Gestern

Sonntage sind für leere Bücher und leere Bäuche gemacht

Gestern mit dem M. auf einer gar milchlüsternen Lesung mit teils Schweizer Akzent und langhaarigen Frauen im Publikum gewesen und prompt mehr blaubestrumpftes Bein gezeigt als gewollt – mangels Sitzmöbel. Trotzdem gelächelt, viel und heimlich und laut und mich an Wortwendungen gefreut, die unter dem Stirnband getragen, in die Jauchegrube geschüttet und den Tücken der Kommaregelung gewidmet waren. Am Abend danach, im Bad beim Zähneputzen, die unverdauten Satzfetzen unter der Zunge hin und hergeschoben. “Er verliebte sich immer in Frauen, die er nicht mochte” behauptete Judith Keller, während Jan Snela “in Gesichter geschriebenes Bangen, das Geld möge reichen” heraufbeschwor – draußen war es erst dunkel geworden, während wir dem zweiten Schwung Texte lauschten.

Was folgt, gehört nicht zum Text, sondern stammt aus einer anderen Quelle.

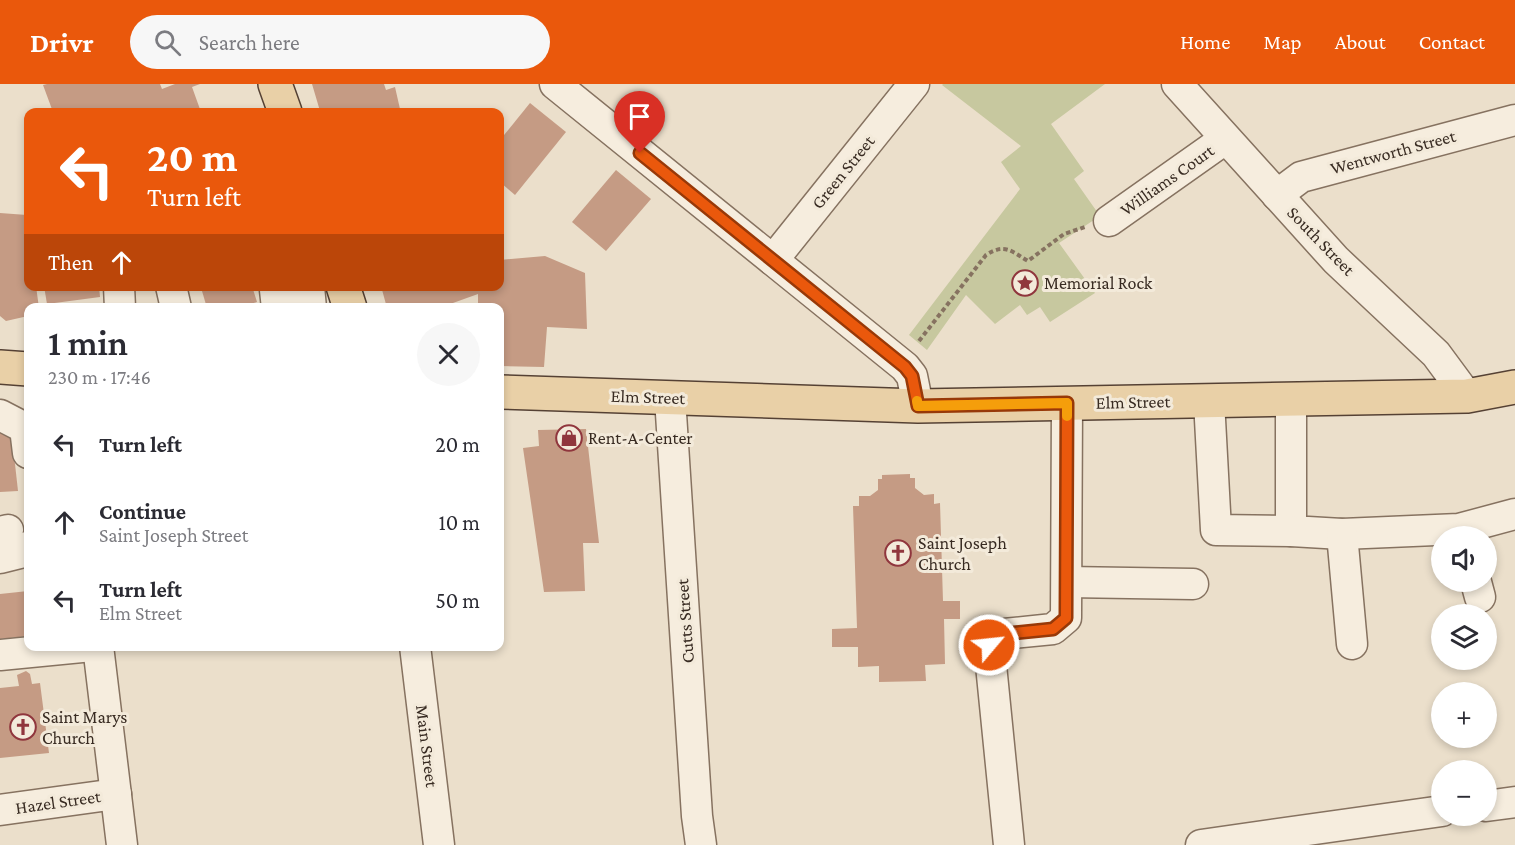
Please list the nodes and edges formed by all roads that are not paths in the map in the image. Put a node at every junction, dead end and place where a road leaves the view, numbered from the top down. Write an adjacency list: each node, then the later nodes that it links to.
1 (275, 84): 5 (main road)
2 (914, 84): 10 (street, Green Street)
3 (1177, 84): 7 (street, South Street)
4 (570, 89): 10 (street)
5 (284, 108)
6 (1515, 120): 8 (street, Wentworth Street)
7 (1225, 139): 8 (street, South Street); 9 (street, Williams Court)
8 (1277, 195): 15 (street, South Street)
9 (1109, 221)
10 (773, 261): 20 (street)
11 (0, 368): 12 (main road)
12 (24, 369)
13 (504, 392): 16 (main road, Elm Street)
14 (1512, 393): 15 (main road, Elm Street)
15 (1467, 396): 17 (main road, Elm Street)
16 (670, 398): 20 (main road, Elm Street); 42 (street, Cutts Street)
17 (1291, 399): 18 (main road, Elm Street); 25 (street)
18 (1209, 401): 19 (main road, Elm Street); 25 (street)
19 (1067, 403): 20 (main road, Elm Street); 28 (street)
20 (918, 406)
21 (0, 415): 22 (street)
22 (24, 427)
23 (1515, 514): 24 (street)
24 (1480, 526)
25 (1291, 531): 27 (street)
26 (1431, 533): 27 (street)
27 (1342, 534): 30 (street)
28 (1067, 584): 29 (street); 43 (street)
29 (1193, 584)
30 (1352, 644)
31 (41, 651): 34 (street)
32 (99, 651): 35 (street)
33 (416, 651): 41 (street, Main Street)
34 (0, 655)
35 (116, 794): 38 (street, Hazel Street); 40 (street)
36 (1515, 802): 37 (street)
37 (1497, 804)
38 (0, 810)
39 (1431, 813): 44 (street)
40 (122, 845)
41 (439, 845)
42 (701, 845)
43 (1010, 845)
44 (1201, 845)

Beim ersten hatte es noch hörbar in Strömen geregnet und Jan Snelas Milchbad erschien vielleicht gerade deswegen so verführerisch, vielleicht aber auch wegen des Schmands und der Extraportion Sahne. Dem wieder anhaltenden Regen zum Trotz den Heimweg zu Fuß auf die Füße getreten, das Fahrrad samt Lampe nebenher geschoben. Nachts dann doch wieder in Bildern geträumt, kein Text, keine Legenden, nicht einmal Untertitel. Beim Aufwachen den Regen vermisst und die Sprache, das alleine sein vor dem gemeinsamen Frühstück drum genossen und nur mit einem heißen Kaffee mit extra viel Milch genossen. Auf dem Balkon.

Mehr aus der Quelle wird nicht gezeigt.